Please tally the lines in the records that include the word "from" and answer with the bare number.

* **Record set**:
......

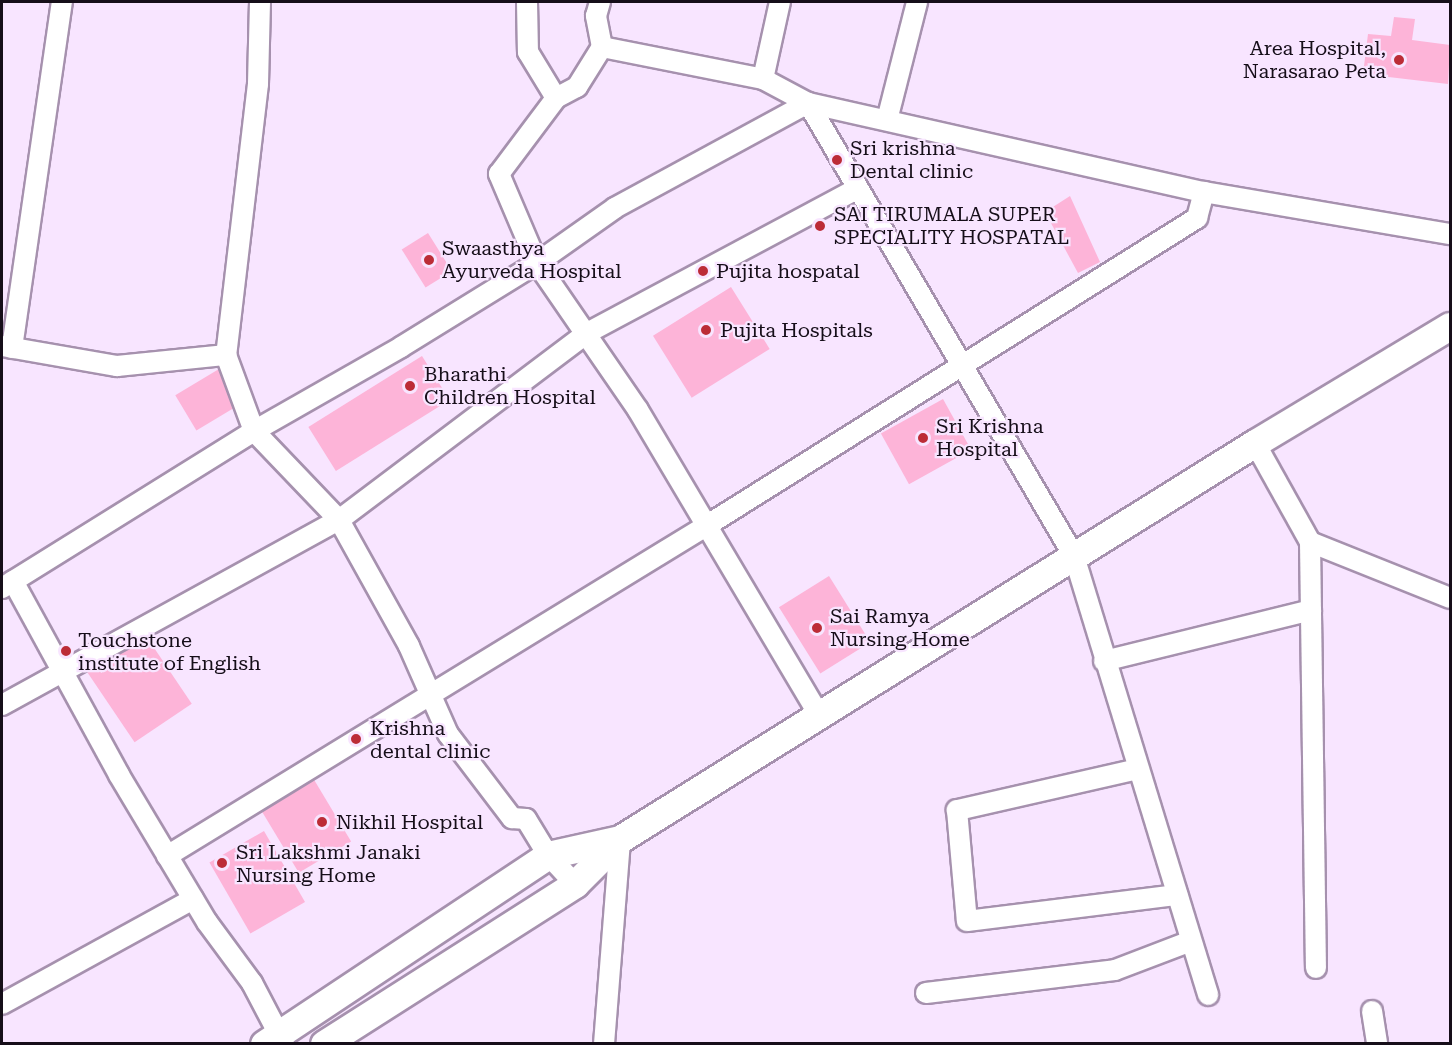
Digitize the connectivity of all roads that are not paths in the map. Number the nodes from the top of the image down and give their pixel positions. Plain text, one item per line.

......

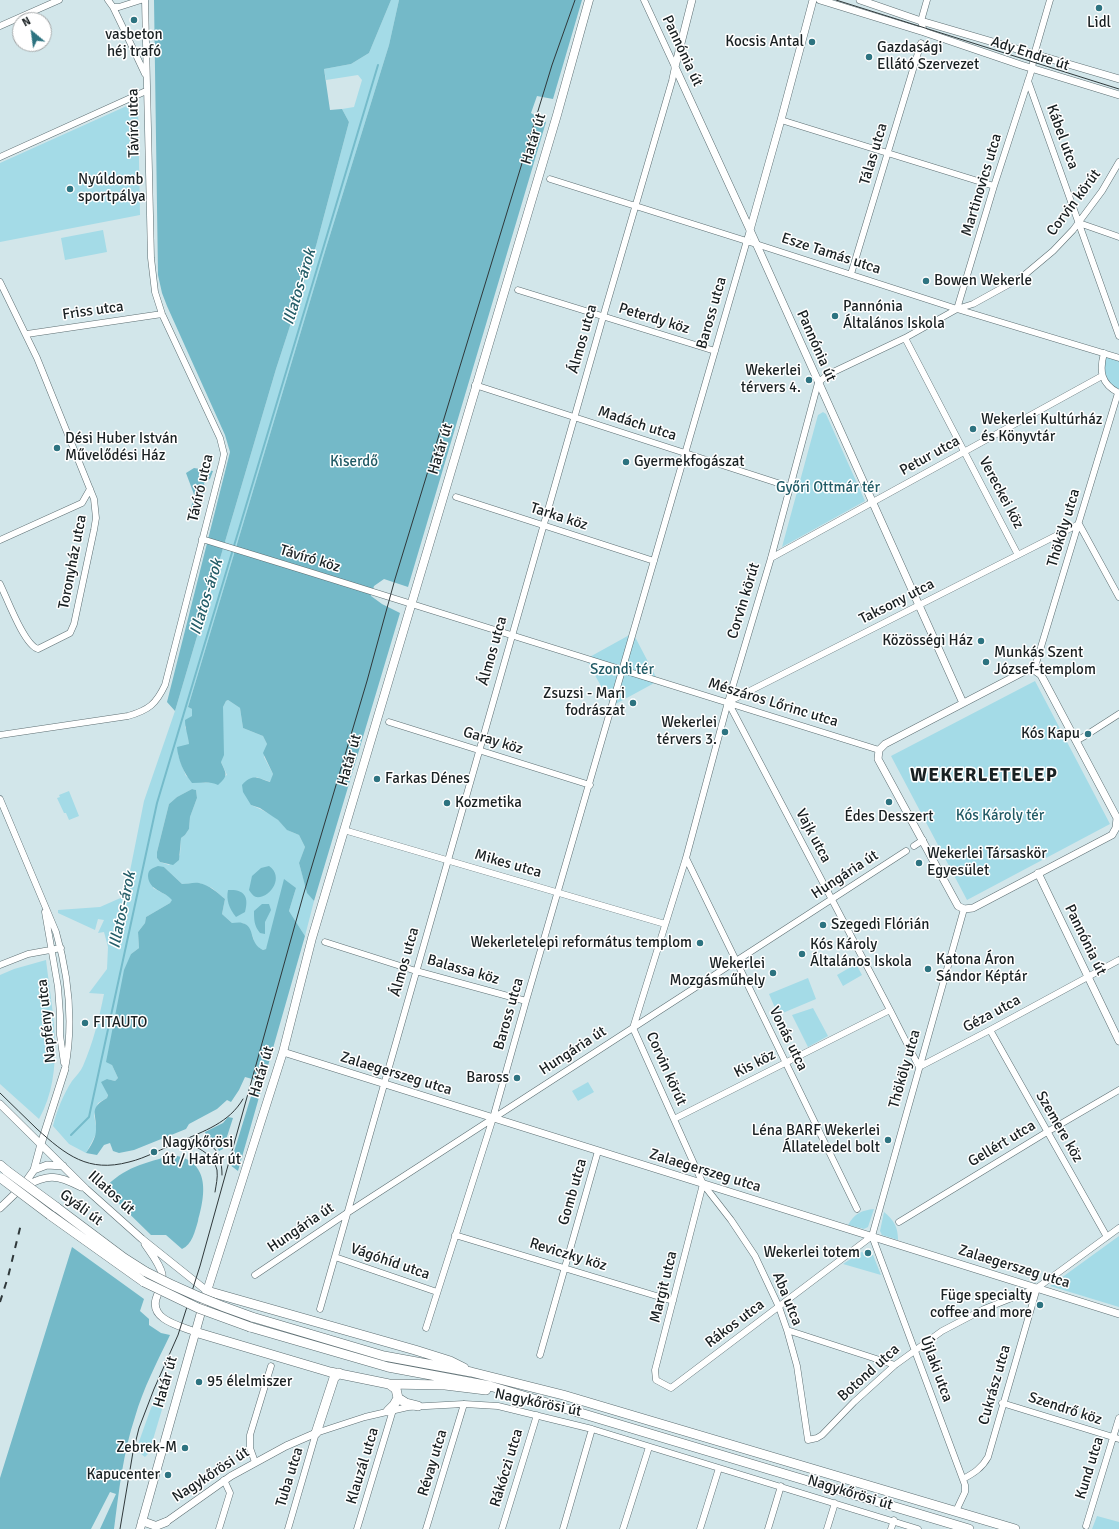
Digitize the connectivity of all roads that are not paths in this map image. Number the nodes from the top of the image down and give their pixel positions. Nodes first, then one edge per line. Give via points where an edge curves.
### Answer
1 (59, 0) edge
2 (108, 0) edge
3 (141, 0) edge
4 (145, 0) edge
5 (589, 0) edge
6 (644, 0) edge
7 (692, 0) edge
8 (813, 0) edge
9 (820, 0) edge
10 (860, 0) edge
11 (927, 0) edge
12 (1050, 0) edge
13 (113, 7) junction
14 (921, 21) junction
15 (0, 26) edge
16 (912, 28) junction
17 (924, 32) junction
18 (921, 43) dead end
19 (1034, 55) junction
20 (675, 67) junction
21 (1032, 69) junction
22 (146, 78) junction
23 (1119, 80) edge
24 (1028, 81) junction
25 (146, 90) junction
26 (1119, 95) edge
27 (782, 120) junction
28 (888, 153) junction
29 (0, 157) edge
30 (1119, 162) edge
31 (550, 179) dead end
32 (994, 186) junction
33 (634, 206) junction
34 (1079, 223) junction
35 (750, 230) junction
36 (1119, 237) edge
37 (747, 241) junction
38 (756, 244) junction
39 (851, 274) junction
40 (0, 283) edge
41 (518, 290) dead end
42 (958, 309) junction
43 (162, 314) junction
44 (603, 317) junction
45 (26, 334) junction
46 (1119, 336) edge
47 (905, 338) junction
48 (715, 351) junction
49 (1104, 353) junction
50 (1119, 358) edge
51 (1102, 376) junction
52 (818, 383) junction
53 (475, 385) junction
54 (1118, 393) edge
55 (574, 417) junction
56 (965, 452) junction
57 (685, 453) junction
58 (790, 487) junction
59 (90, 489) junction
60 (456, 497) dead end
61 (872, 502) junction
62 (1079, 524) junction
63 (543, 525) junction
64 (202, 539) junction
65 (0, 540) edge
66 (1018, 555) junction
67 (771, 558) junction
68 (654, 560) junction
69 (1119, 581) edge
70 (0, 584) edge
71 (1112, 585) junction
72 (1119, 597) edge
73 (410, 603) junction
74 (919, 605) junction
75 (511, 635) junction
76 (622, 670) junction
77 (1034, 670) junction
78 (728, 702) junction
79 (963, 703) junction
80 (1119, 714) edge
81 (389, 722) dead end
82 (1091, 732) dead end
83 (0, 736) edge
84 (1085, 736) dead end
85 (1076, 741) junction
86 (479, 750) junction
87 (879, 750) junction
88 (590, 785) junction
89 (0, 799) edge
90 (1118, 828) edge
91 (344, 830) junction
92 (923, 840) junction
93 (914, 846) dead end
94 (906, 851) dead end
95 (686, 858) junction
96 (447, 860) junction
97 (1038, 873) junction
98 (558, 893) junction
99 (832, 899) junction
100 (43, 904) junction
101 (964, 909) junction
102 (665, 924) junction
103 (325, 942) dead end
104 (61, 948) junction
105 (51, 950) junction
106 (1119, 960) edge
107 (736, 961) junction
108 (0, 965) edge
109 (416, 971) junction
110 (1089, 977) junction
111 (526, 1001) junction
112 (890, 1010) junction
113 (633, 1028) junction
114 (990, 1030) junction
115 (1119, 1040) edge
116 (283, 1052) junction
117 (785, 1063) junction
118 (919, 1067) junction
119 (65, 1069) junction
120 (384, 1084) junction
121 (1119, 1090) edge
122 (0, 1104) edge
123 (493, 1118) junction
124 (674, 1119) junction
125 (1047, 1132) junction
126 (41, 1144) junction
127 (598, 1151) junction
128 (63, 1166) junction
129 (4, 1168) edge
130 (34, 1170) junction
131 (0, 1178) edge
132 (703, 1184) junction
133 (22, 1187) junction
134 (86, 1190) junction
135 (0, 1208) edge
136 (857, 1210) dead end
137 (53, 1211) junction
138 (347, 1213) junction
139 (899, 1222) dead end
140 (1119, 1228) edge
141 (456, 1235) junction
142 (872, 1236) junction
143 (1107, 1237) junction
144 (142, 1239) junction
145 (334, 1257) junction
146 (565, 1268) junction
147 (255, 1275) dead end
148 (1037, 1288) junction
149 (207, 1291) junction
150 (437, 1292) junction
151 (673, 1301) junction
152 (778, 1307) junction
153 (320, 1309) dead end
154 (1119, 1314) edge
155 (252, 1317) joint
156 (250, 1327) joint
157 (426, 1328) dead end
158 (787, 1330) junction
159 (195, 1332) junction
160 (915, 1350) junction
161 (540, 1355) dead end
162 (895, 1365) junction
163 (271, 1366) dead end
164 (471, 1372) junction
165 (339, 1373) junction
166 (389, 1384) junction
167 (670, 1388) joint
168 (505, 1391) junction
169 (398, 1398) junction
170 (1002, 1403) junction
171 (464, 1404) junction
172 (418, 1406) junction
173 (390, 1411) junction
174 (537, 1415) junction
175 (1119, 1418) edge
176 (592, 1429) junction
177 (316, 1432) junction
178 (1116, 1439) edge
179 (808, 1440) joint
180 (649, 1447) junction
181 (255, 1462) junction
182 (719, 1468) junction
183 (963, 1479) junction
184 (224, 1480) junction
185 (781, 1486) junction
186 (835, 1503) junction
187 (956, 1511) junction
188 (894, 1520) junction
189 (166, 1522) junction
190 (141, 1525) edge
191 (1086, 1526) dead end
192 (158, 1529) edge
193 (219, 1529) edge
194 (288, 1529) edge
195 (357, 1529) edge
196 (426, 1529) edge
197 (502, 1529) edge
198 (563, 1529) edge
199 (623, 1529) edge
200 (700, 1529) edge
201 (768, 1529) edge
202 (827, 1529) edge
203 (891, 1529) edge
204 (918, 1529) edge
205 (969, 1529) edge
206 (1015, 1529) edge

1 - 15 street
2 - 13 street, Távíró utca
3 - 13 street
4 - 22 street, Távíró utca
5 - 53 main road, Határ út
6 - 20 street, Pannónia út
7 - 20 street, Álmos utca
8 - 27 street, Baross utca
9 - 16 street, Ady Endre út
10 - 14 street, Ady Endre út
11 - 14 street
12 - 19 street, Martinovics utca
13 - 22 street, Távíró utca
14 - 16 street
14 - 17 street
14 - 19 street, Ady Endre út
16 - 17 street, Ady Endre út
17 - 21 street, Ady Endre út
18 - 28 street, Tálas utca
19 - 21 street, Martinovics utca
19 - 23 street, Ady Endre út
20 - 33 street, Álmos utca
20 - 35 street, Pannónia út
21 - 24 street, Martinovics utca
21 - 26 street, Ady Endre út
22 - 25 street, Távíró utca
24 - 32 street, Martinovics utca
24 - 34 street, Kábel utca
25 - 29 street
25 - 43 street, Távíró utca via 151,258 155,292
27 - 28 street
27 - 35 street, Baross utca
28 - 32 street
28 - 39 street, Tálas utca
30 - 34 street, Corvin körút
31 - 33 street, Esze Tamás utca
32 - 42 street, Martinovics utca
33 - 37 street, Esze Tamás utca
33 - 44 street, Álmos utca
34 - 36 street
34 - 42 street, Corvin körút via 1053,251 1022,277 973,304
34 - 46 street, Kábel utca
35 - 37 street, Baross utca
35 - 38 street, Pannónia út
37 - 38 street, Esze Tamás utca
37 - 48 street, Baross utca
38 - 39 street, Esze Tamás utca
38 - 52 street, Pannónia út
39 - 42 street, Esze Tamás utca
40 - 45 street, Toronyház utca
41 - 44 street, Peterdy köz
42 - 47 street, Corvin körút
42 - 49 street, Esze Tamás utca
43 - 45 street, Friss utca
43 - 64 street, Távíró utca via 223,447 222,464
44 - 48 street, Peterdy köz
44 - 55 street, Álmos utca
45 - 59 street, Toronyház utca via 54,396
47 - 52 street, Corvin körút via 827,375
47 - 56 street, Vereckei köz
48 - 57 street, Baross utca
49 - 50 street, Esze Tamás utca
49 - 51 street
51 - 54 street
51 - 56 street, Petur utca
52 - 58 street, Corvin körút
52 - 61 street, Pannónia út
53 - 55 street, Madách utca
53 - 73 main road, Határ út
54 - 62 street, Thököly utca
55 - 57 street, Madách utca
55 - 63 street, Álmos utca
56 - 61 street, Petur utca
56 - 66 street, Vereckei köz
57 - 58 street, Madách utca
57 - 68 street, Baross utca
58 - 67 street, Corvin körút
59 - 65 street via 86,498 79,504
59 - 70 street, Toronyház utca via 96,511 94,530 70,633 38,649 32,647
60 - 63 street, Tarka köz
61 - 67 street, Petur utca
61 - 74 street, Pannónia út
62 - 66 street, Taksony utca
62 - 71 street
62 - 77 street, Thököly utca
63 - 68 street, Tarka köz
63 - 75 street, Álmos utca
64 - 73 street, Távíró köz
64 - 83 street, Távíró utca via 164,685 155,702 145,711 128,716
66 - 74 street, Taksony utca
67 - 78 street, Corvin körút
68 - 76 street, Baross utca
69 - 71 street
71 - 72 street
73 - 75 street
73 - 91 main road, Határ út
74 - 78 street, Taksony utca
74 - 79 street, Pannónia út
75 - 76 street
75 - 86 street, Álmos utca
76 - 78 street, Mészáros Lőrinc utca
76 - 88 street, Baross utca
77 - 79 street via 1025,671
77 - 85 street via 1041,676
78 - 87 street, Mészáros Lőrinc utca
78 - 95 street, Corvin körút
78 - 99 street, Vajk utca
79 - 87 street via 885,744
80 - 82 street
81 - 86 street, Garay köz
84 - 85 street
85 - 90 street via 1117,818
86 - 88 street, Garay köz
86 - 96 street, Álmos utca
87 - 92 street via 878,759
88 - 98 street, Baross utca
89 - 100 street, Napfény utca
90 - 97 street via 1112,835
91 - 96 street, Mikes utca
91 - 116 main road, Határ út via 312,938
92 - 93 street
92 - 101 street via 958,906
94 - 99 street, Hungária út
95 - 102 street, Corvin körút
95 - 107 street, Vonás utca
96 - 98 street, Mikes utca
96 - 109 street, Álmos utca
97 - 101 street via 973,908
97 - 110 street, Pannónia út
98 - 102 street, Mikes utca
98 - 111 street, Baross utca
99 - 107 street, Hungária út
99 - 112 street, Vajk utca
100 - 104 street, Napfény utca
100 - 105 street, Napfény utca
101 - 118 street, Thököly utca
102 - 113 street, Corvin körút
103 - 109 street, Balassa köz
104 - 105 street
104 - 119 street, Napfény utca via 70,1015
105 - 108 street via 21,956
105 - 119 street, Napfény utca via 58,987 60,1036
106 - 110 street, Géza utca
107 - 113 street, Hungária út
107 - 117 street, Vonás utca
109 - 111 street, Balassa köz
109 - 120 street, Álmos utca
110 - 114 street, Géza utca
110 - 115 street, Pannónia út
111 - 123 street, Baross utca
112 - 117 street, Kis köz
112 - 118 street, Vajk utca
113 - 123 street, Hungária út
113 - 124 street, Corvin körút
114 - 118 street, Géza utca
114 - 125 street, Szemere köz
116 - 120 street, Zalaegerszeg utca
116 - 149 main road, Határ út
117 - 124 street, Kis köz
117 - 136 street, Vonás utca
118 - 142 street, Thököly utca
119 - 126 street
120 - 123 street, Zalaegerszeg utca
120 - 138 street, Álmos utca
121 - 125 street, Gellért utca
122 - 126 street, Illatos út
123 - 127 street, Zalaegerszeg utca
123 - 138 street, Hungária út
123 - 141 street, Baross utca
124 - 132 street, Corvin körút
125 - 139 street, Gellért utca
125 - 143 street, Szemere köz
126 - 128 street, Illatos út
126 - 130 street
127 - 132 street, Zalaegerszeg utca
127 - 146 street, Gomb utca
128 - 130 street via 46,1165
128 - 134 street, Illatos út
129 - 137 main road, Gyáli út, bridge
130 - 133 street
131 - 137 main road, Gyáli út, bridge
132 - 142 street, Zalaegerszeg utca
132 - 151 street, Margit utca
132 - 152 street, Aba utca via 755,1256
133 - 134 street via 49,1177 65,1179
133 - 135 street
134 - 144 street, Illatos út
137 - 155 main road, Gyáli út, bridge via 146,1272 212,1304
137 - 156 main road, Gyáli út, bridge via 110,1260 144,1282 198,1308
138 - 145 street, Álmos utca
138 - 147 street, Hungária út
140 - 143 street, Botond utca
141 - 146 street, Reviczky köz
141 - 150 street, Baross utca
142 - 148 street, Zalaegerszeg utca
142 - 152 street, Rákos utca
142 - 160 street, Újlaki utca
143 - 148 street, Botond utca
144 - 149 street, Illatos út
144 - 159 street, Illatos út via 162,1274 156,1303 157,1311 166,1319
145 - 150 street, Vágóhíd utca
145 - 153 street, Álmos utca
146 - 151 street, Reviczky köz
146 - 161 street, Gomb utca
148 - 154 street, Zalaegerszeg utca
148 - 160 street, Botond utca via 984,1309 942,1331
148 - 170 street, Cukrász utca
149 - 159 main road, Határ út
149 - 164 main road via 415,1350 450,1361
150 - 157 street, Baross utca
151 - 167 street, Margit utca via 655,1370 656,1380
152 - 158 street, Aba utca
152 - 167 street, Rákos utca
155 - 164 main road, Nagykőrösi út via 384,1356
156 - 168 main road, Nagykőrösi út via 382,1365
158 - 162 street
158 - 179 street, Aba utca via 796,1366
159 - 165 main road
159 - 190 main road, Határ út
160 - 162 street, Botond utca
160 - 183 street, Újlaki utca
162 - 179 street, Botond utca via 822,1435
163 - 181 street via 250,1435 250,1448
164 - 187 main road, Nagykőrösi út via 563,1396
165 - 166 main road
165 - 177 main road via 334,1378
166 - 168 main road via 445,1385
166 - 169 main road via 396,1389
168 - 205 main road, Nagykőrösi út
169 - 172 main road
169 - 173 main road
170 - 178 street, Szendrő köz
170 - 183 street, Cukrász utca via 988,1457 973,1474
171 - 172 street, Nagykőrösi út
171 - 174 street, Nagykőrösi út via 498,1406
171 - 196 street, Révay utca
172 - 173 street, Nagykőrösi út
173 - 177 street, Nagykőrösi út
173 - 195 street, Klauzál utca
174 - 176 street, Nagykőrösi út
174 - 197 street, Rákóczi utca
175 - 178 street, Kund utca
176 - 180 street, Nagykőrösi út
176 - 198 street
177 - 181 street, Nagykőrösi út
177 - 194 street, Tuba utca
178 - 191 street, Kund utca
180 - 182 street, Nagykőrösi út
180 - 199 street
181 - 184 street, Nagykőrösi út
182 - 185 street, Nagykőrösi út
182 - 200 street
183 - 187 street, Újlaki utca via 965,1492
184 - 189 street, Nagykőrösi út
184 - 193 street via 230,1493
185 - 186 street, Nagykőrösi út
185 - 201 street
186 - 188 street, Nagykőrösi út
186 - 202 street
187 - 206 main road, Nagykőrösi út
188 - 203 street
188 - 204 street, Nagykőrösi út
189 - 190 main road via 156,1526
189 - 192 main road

......

* **Answer box**:
2